During most of the presentation, I was noticing that the guidelines for making something easy to find on my PC are the same as the guidelines making things easy for customers to find in a help system or on a site. Don’t bury it in too many clicks–don’t make the folder structure too deep, but don’t overwhelm with a vast surface array of folders or books. Have one place to go for your files/information. Organize by function. Have meaningful labels. Have a universal standard.

Is this not part of content strategy for a company? The company’s stuff should be easy for employees to find, and it should be efficient to create. One person creating it one time, everyone finding it in the same place, verifying that one has the right version without checking in eight other places. And, maybe this shouldn’t be each employee’s daily responsibility, this attention to info efficiency. Wouldn’t it save time if someone with training in this strategy showed them how to do it, management enforced the standards, and it became a habit? Like time-sheeting tasks or using file naming conventions. It takes an investment to make this happen, it seems to me. It takes personnel with training in information strategy.

At this training, I learned that email is probably the thing I’ll do most in my career, as far as sheer volume (except tweeting?), so I’ll probably want to master it. I’ve read and partly implemented Getting Things Done, so I was comparing Mike’s system to that, and he did outline some pitfalls of GTD without naming names. I have to say, I never did set aside the recommended two days to fully implement GTD, though I have still seen a ton of benefit, but implementing COTA with my existing files is going to take about two hours. I have two hours. I never seem to have two days.

Mike also led us (quickly, not tortuously) through a bunch of Outlook tips. This is a bigger deal than it maybe seems, because it’s the details that can keep me from sticking with an organizational trick. For example, of course a document that I receive as an email attachment shouldn’t live on my tasklist AND in an email folder AND in My Documents. But prior to this training, I thought I couldn’t drag-and-drop an email to my tasklist and retain the attachment. Low and behold, I can right-click and drag, and the options are available for retaining attachments. I know–yawn. But when I find these gems, I’m happy, because it’s the details that make or break a productivity trick for me.

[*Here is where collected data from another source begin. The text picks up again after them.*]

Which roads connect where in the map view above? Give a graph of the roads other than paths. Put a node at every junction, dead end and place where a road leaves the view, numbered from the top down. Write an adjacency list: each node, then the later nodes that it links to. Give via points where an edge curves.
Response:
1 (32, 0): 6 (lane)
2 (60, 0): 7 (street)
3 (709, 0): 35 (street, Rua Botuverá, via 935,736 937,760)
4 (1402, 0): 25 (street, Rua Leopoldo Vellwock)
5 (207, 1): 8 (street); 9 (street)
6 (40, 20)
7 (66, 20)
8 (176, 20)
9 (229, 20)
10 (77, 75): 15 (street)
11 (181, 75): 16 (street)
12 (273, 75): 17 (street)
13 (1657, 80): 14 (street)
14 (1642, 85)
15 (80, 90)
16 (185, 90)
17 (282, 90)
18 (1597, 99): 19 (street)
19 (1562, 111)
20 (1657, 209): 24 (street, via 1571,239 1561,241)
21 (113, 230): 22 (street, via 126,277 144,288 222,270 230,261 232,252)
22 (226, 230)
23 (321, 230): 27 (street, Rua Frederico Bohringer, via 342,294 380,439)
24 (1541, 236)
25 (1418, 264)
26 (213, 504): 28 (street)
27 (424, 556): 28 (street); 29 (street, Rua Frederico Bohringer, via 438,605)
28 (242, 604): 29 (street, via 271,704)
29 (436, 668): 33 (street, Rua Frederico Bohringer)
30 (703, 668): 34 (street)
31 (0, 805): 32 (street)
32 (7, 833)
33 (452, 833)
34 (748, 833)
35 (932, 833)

“I already almost have my files that way, and I still can’t find things,” a co-worker told me. I think “almost” can be quite a big difference from all the way. Having some rules for overlap, versus making up a new rule each time you file something, for example.

It’s time consuming for each worker to be sitting at their desk carefully considering each thing they file, and often reaching different conclusions. Having put so much time and money into getting us this training, I hope we are going to implement some of these ideas on team servers, and not just use them alone in our padded cubicles.